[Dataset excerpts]
■ ■ ■ ■
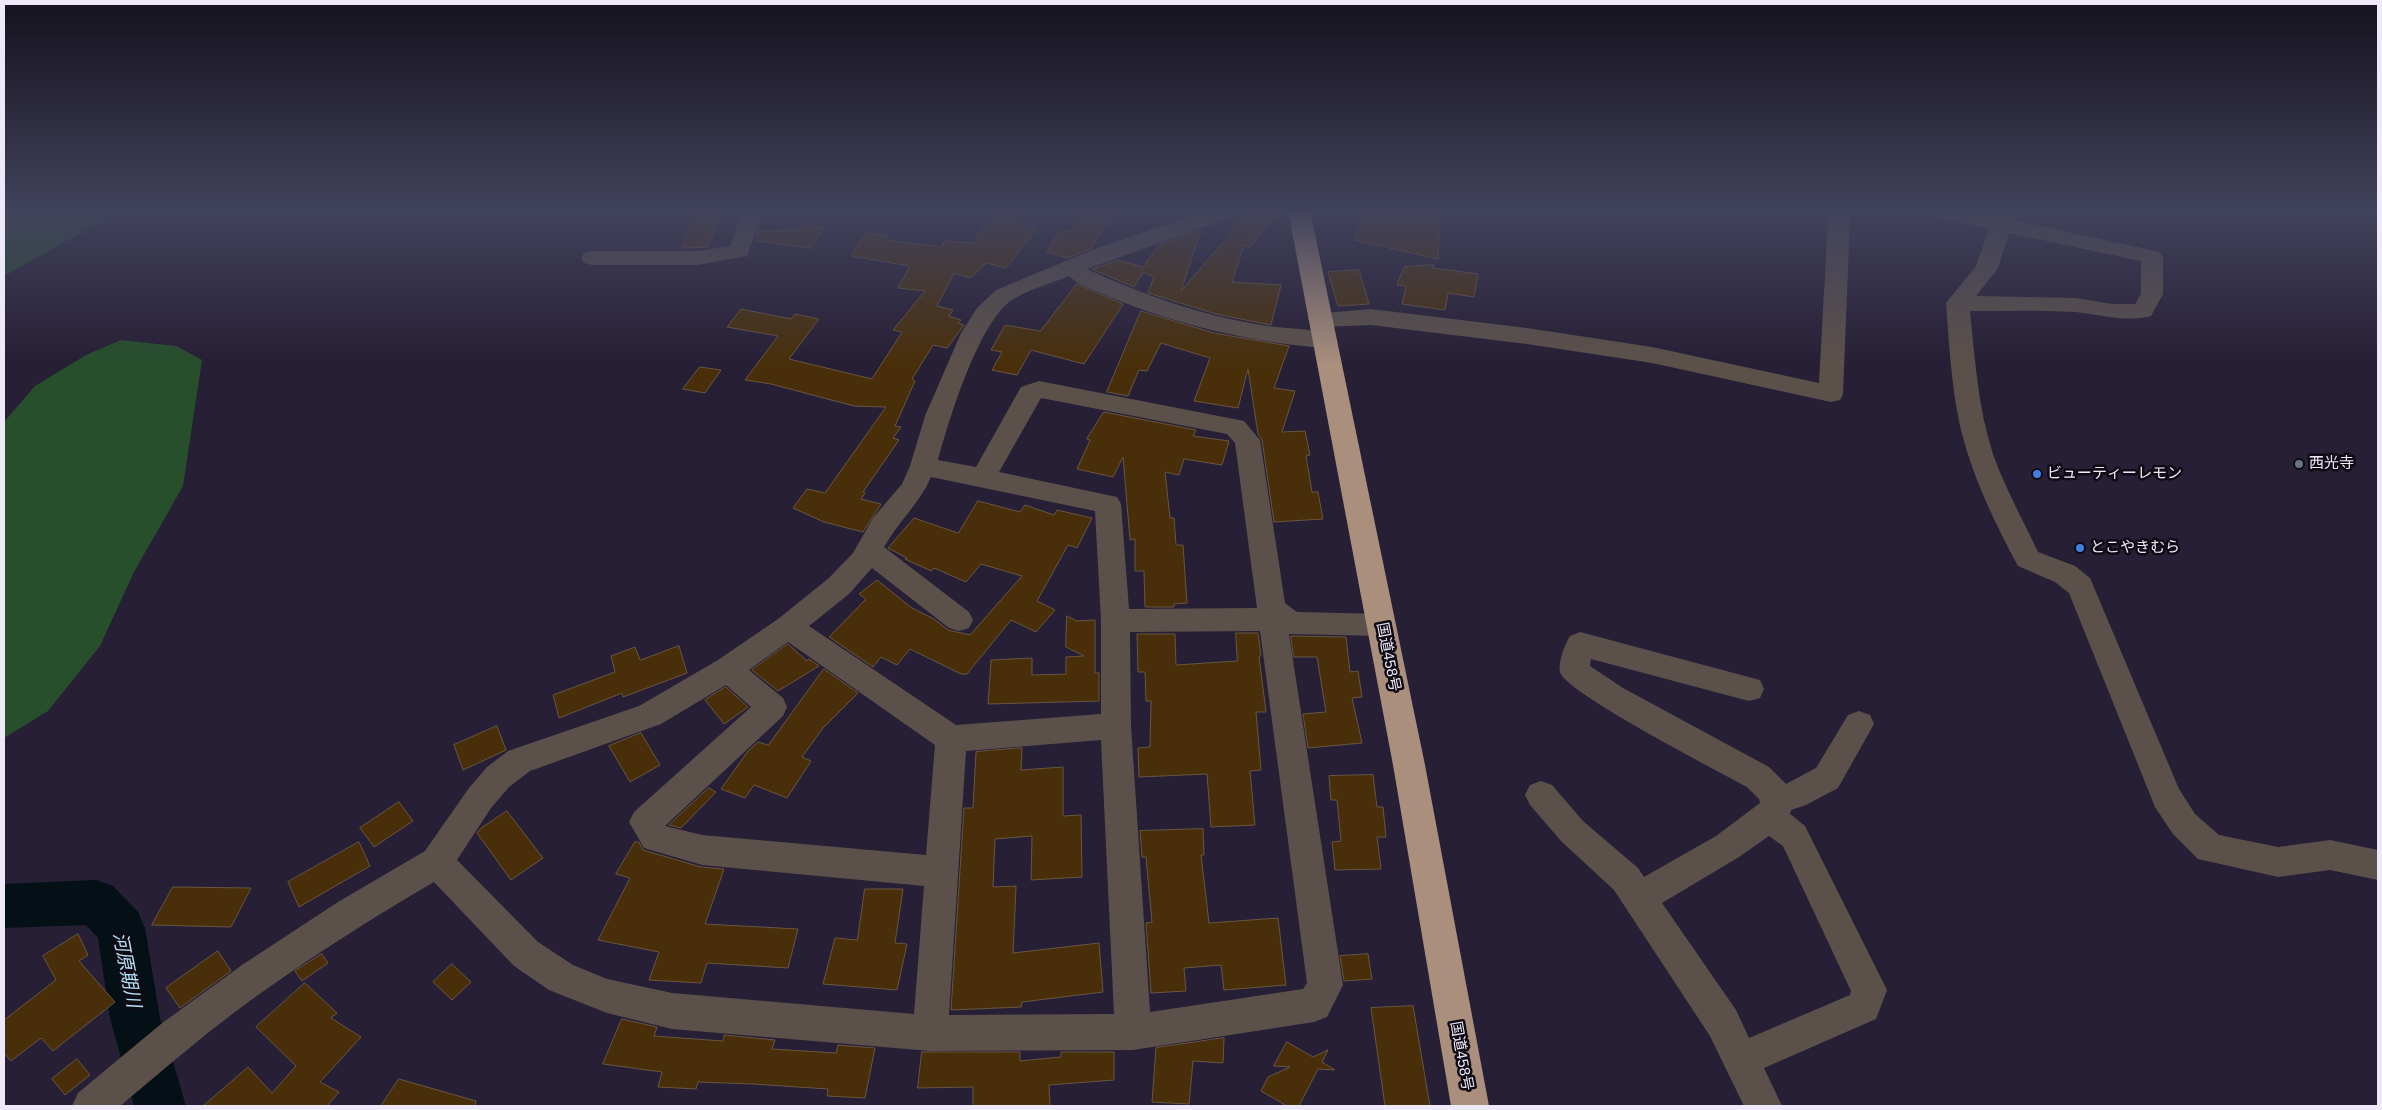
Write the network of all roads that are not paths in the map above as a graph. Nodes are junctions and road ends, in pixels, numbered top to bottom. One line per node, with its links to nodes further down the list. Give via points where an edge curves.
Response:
1 (1086, 262): 6 (street)
2 (1309, 262): 8 (highway, 国道458号)
3 (1837, 262): 8 (street, via 1830,394 1652,355 1371,316)
4 (1989, 262): 7 (street)
5 (2152, 262): 7 (street, via 2152,294 2143,311 2112,311 2076,304)
6 (1075, 267): 8 (street, via 1078,273 1107,288 1161,308 1289,338); 9 (street, via 1004,295 985,312 938,416)
7 (1958, 303): 25 (street, via 1968,405 1985,467 2028,559 2066,574 2080,586 2166,797 2184,824 2210,848 2278,862 2330,856)
8 (1322, 330): 15 (highway, 国道458号)
9 (924, 466): 10 (street); 11 (street)
10 (983, 478): 12 (street, via 1030,393 1039,389 1235,428 1247,440); 14 (street, via 1108,504)
11 (869, 550): 13 (street); 16 (street, via 864,560 839,586)
12 (1273, 615): 14 (street); 15 (street, via 1292,623); 28 (street, via 1325,985 1314,1005)
13 (959, 620)
14 (1115, 621): 20 (street)
15 (1381, 625): 32 (highway, 国道458号)
16 (788, 627): 17 (street); 21 (street)
17 (728, 668): 24 (street, via 650,715 519,761 498,777 480,798); 26 (street, via 772,706 645,822 655,838 702,850)
18 (1749, 689): 23 (street, via 1580,644 1574,671 1612,697 1758,776 1775,793)
19 (1859, 724): 23 (street, via 1827,778)
20 (1116, 726): 21 (street); 28 (street)
21 (951, 739): 26 (street)
22 (1541, 795): 27 (street, via 1572,831 1626,879)
23 (1772, 809): 27 (street, via 1762,824 1662,882); 30 (street, via 1794,836 1869,990 1863,1007)
24 (436, 862): 29 (street, via 526,954 561,978 607,996 672,1011); 31 (street, via 254,977 174,1037)
25 (2378, 865)
26 (941, 872): 29 (street)
27 (1640, 899): 30 (street, via 1723,1024)
28 (1133, 1032): 29 (street)
29 (930, 1033)
30 (1741, 1060): 33 (street)
31 (91, 1106)
32 (1470, 1106)
33 (1763, 1106)

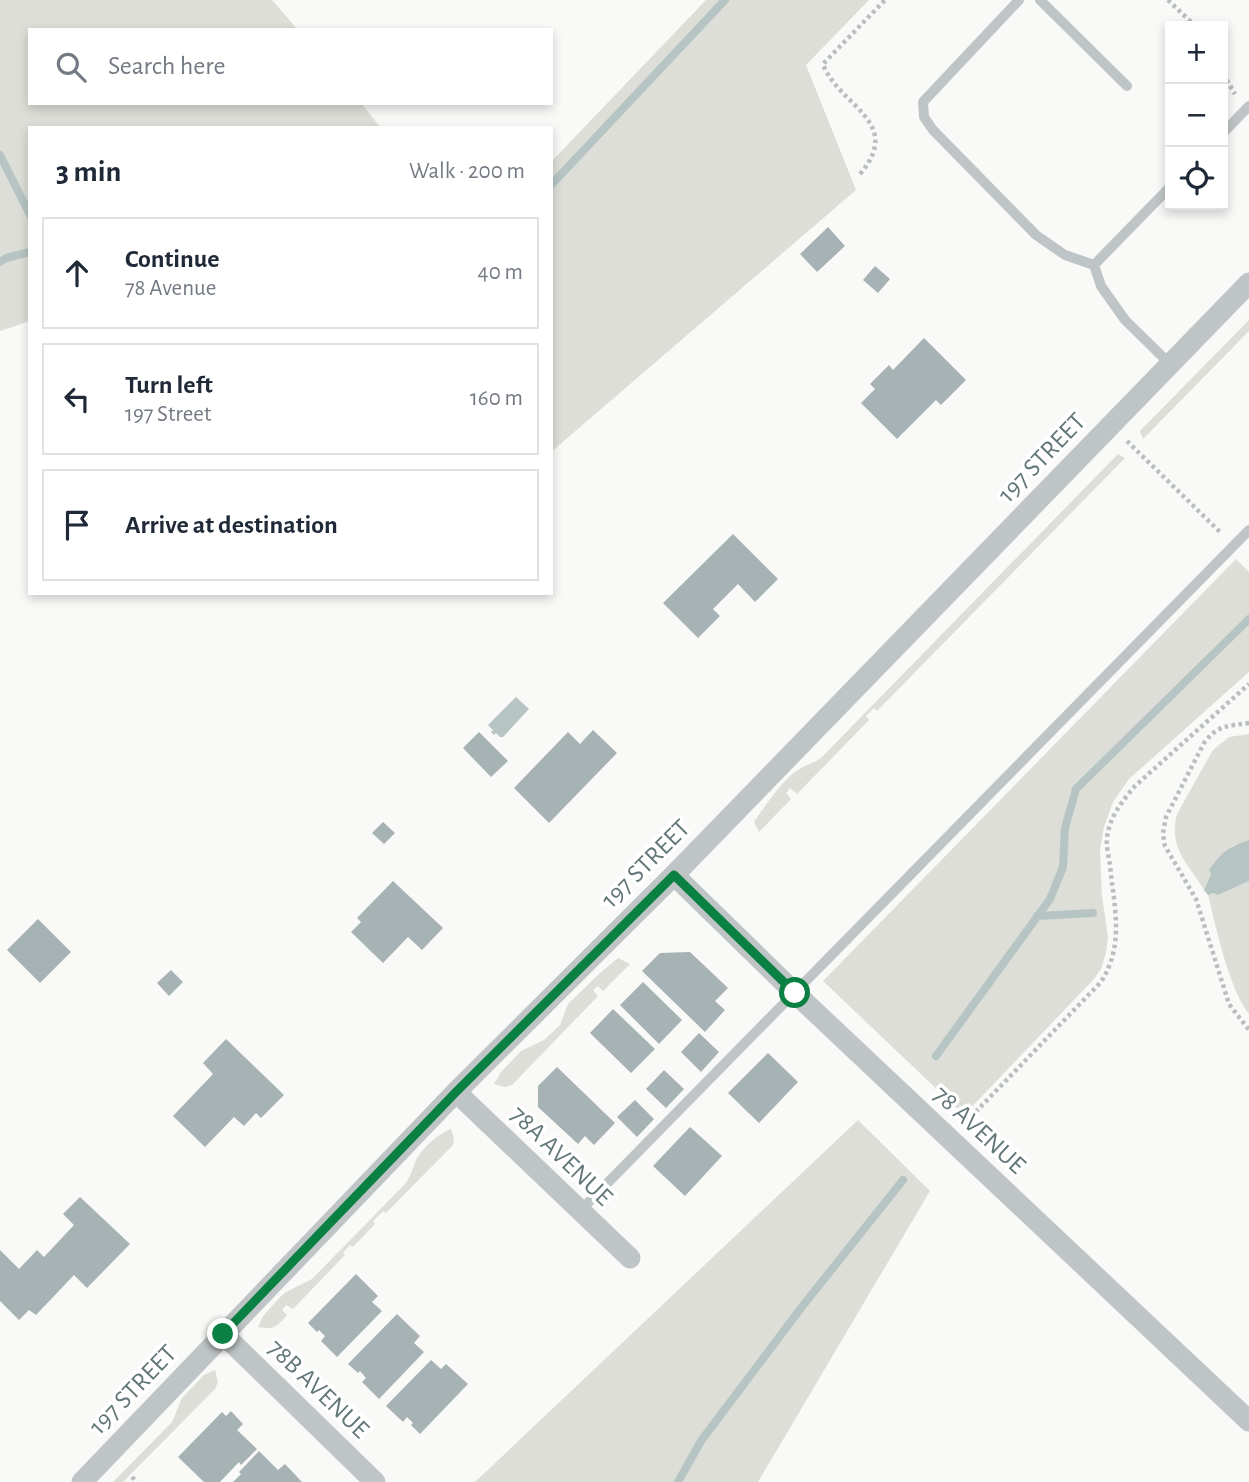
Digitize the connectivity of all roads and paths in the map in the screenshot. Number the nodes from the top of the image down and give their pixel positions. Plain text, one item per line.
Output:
1 (885, 0) edge
2 (1019, 0) edge
3 (1040, 0) edge
4 (1168, 0) edge
5 (1190, 21) edge
6 (1127, 86) dead end
7 (1249, 106) edge
8 (1228, 128) edge
9 (860, 174) dead end
10 (1165, 192) edge
11 (1094, 265) junction
12 (1249, 283) edge
13 (1171, 365) junction
14 (1112, 425) junction
15 (1249, 530) edge
16 (1234, 545) junction
17 (1249, 684) edge
18 (1249, 723) edge
19 (1201, 727) junction
20 (1209, 736) junction
21 (674, 875) junction
22 (795, 993) junction
23 (1249, 1030) edge
24 (456, 1092) junction
25 (967, 1122) dead end
26 (581, 1210) junction
27 (630, 1258) dead end
28 (223, 1334) junction
29 (1249, 1421) edge
30 (132, 1477) dead end
31 (82, 1482) edge
32 (137, 1482) edge
33 (375, 1482) edge

1 - 9 path
2 - 11 lane
3 - 6 lane
4 - 5 path
7 - 8 lane
10 - 11 lane
11 - 13 lane
12 - 13 street, 197 STREET
13 - 14 street, 197 STREET
14 - 16 path
14 - 21 street, 197 STREET
15 - 16 lane
16 - 22 lane
17 - 19 path
18 - 20 path
19 - 20 path
19 - 25 path
20 - 23 path
21 - 22 street, 78 AVENUE
21 - 24 street, 197 STREET
22 - 26 lane
22 - 29 street, 78 AVENUE
24 - 26 street, 78A AVENUE
24 - 28 street, 197 STREET
26 - 27 street, 78A AVENUE
28 - 31 street, 197 STREET
28 - 33 street, 78B AVENUE
30 - 32 path

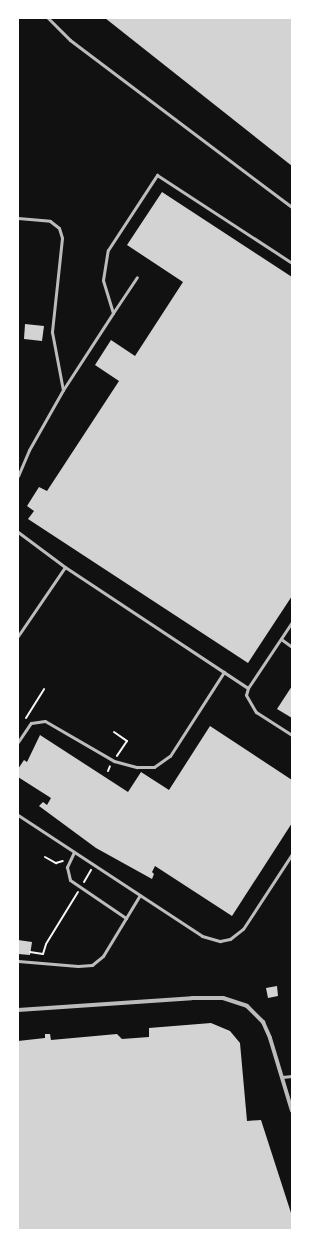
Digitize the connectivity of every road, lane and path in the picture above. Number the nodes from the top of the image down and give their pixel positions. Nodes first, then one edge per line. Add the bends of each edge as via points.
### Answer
1 (48, 18) edge
2 (292, 207) edge
3 (18, 218) edge
4 (292, 263) edge
5 (137, 277) dead end
6 (113, 313) junction
7 (63, 390) junction
8 (18, 476) edge
9 (18, 532) edge
10 (65, 567) junction
11 (292, 622) edge
12 (18, 636) edge
13 (281, 639) junction
14 (292, 647) edge
15 (224, 672) junction
16 (248, 688) junction
17 (44, 689) dead end
18 (24, 720) dead end
19 (114, 732) dead end
20 (292, 735) edge
21 (18, 742) edge
22 (114, 761) junction
23 (108, 771) dead end
24 (18, 815) edge
25 (74, 852) junction
26 (292, 854) edge
27 (94, 865) junction
28 (80, 889) junction
29 (140, 895) junction
30 (126, 918) junction
31 (30, 952) dead end
32 (18, 961) edge
33 (18, 1010) edge
34 (292, 1076) edge
35 (282, 1077) junction
36 (292, 1111) edge

1 - 2 lane via 70,40
3 - 7 lane via 50,221 59,228 62,238 52,332
4 - 6 lane via 157,175 108,250 103,280
5 - 6 lane
6 - 7 lane
7 - 8 lane via 29,450
9 - 10 lane
10 - 12 lane
10 - 15 lane
11 - 13 lane
13 - 14 lane
13 - 16 lane
15 - 16 lane
15 - 22 lane via 170,756 154,767 137,768
16 - 20 lane via 248,703 256,712
17 - 18 path
19 - 22 path via 127,741
21 - 22 lane via 31,723 45,721
22 - 23 path
24 - 25 lane
25 - 27 lane
25 - 28 lane via 67,867 67,875
26 - 29 lane via 248,922 230,939 220,941 202,936
27 - 28 path
27 - 29 lane
28 - 30 lane
28 - 31 path via 46,944 43,954
29 - 30 lane
30 - 32 lane via 103,956 92,965
33 - 35 street via 223,998 247,1006 263,1022
34 - 35 lane
35 - 36 street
■ ■ ■ ■
* _Work required_
Once the pictures are removed, output the entries above exactly as given.

* _Reply to the exercise_
Write the network of all roads that are not paths in the map above as a graph. Nodes are junctions and road ends, in pixels, numbered top to bottom. One line per node, with its links to nodes further down the list. Give via points where an edge curves.
Response:
1 (1086, 262): 6 (street)
2 (1309, 262): 8 (highway, 国道458号)
3 (1837, 262): 8 (street, via 1830,394 1652,355 1371,316)
4 (1989, 262): 7 (street)
5 (2152, 262): 7 (street, via 2152,294 2143,311 2112,311 2076,304)
6 (1075, 267): 8 (street, via 1078,273 1107,288 1161,308 1289,338); 9 (street, via 1004,295 985,312 938,416)
7 (1958, 303): 25 (street, via 1968,405 1985,467 2028,559 2066,574 2080,586 2166,797 2184,824 2210,848 2278,862 2330,856)
8 (1322, 330): 15 (highway, 国道458号)
9 (924, 466): 10 (street); 11 (street)
10 (983, 478): 12 (street, via 1030,393 1039,389 1235,428 1247,440); 14 (street, via 1108,504)
11 (869, 550): 13 (street); 16 (street, via 864,560 839,586)
12 (1273, 615): 14 (street); 15 (street, via 1292,623); 28 (street, via 1325,985 1314,1005)
13 (959, 620)
14 (1115, 621): 20 (street)
15 (1381, 625): 32 (highway, 国道458号)
16 (788, 627): 17 (street); 21 (street)
17 (728, 668): 24 (street, via 650,715 519,761 498,777 480,798); 26 (street, via 772,706 645,822 655,838 702,850)
18 (1749, 689): 23 (street, via 1580,644 1574,671 1612,697 1758,776 1775,793)
19 (1859, 724): 23 (street, via 1827,778)
20 (1116, 726): 21 (street); 28 (street)
21 (951, 739): 26 (street)
22 (1541, 795): 27 (street, via 1572,831 1626,879)
23 (1772, 809): 27 (street, via 1762,824 1662,882); 30 (street, via 1794,836 1869,990 1863,1007)
24 (436, 862): 29 (street, via 526,954 561,978 607,996 672,1011); 31 (street, via 254,977 174,1037)
25 (2378, 865)
26 (941, 872): 29 (street)
27 (1640, 899): 30 (street, via 1723,1024)
28 (1133, 1032): 29 (street)
29 (930, 1033)
30 (1741, 1060): 33 (street)
31 (91, 1106)
32 (1470, 1106)
33 (1763, 1106)

Digitize the connectivity of all roads and paths in the map in the screenshot. Number the nodes from the top of the image down and give their pixel positions. Plain text, one item per line.
Output:
1 (885, 0) edge
2 (1019, 0) edge
3 (1040, 0) edge
4 (1168, 0) edge
5 (1190, 21) edge
6 (1127, 86) dead end
7 (1249, 106) edge
8 (1228, 128) edge
9 (860, 174) dead end
10 (1165, 192) edge
11 (1094, 265) junction
12 (1249, 283) edge
13 (1171, 365) junction
14 (1112, 425) junction
15 (1249, 530) edge
16 (1234, 545) junction
17 (1249, 684) edge
18 (1249, 723) edge
19 (1201, 727) junction
20 (1209, 736) junction
21 (674, 875) junction
22 (795, 993) junction
23 (1249, 1030) edge
24 (456, 1092) junction
25 (967, 1122) dead end
26 (581, 1210) junction
27 (630, 1258) dead end
28 (223, 1334) junction
29 (1249, 1421) edge
30 (132, 1477) dead end
31 (82, 1482) edge
32 (137, 1482) edge
33 (375, 1482) edge

1 - 9 path
2 - 11 lane
3 - 6 lane
4 - 5 path
7 - 8 lane
10 - 11 lane
11 - 13 lane
12 - 13 street, 197 STREET
13 - 14 street, 197 STREET
14 - 16 path
14 - 21 street, 197 STREET
15 - 16 lane
16 - 22 lane
17 - 19 path
18 - 20 path
19 - 20 path
19 - 25 path
20 - 23 path
21 - 22 street, 78 AVENUE
21 - 24 street, 197 STREET
22 - 26 lane
22 - 29 street, 78 AVENUE
24 - 26 street, 78A AVENUE
24 - 28 street, 197 STREET
26 - 27 street, 78A AVENUE
28 - 31 street, 197 STREET
28 - 33 street, 78B AVENUE
30 - 32 path

Digitize the connectivity of every road, lane and path in the picture above. Number the nodes from the top of the image down and give their pixel positions. Nodes first, then one edge per line. Add the bends of each edge as via points.
### Answer
1 (48, 18) edge
2 (292, 207) edge
3 (18, 218) edge
4 (292, 263) edge
5 (137, 277) dead end
6 (113, 313) junction
7 (63, 390) junction
8 (18, 476) edge
9 (18, 532) edge
10 (65, 567) junction
11 (292, 622) edge
12 (18, 636) edge
13 (281, 639) junction
14 (292, 647) edge
15 (224, 672) junction
16 (248, 688) junction
17 (44, 689) dead end
18 (24, 720) dead end
19 (114, 732) dead end
20 (292, 735) edge
21 (18, 742) edge
22 (114, 761) junction
23 (108, 771) dead end
24 (18, 815) edge
25 (74, 852) junction
26 (292, 854) edge
27 (94, 865) junction
28 (80, 889) junction
29 (140, 895) junction
30 (126, 918) junction
31 (30, 952) dead end
32 (18, 961) edge
33 (18, 1010) edge
34 (292, 1076) edge
35 (282, 1077) junction
36 (292, 1111) edge

1 - 2 lane via 70,40
3 - 7 lane via 50,221 59,228 62,238 52,332
4 - 6 lane via 157,175 108,250 103,280
5 - 6 lane
6 - 7 lane
7 - 8 lane via 29,450
9 - 10 lane
10 - 12 lane
10 - 15 lane
11 - 13 lane
13 - 14 lane
13 - 16 lane
15 - 16 lane
15 - 22 lane via 170,756 154,767 137,768
16 - 20 lane via 248,703 256,712
17 - 18 path
19 - 22 path via 127,741
21 - 22 lane via 31,723 45,721
22 - 23 path
24 - 25 lane
25 - 27 lane
25 - 28 lane via 67,867 67,875
26 - 29 lane via 248,922 230,939 220,941 202,936
27 - 28 path
27 - 29 lane
28 - 30 lane
28 - 31 path via 46,944 43,954
29 - 30 lane
30 - 32 lane via 103,956 92,965
33 - 35 street via 223,998 247,1006 263,1022
34 - 35 lane
35 - 36 street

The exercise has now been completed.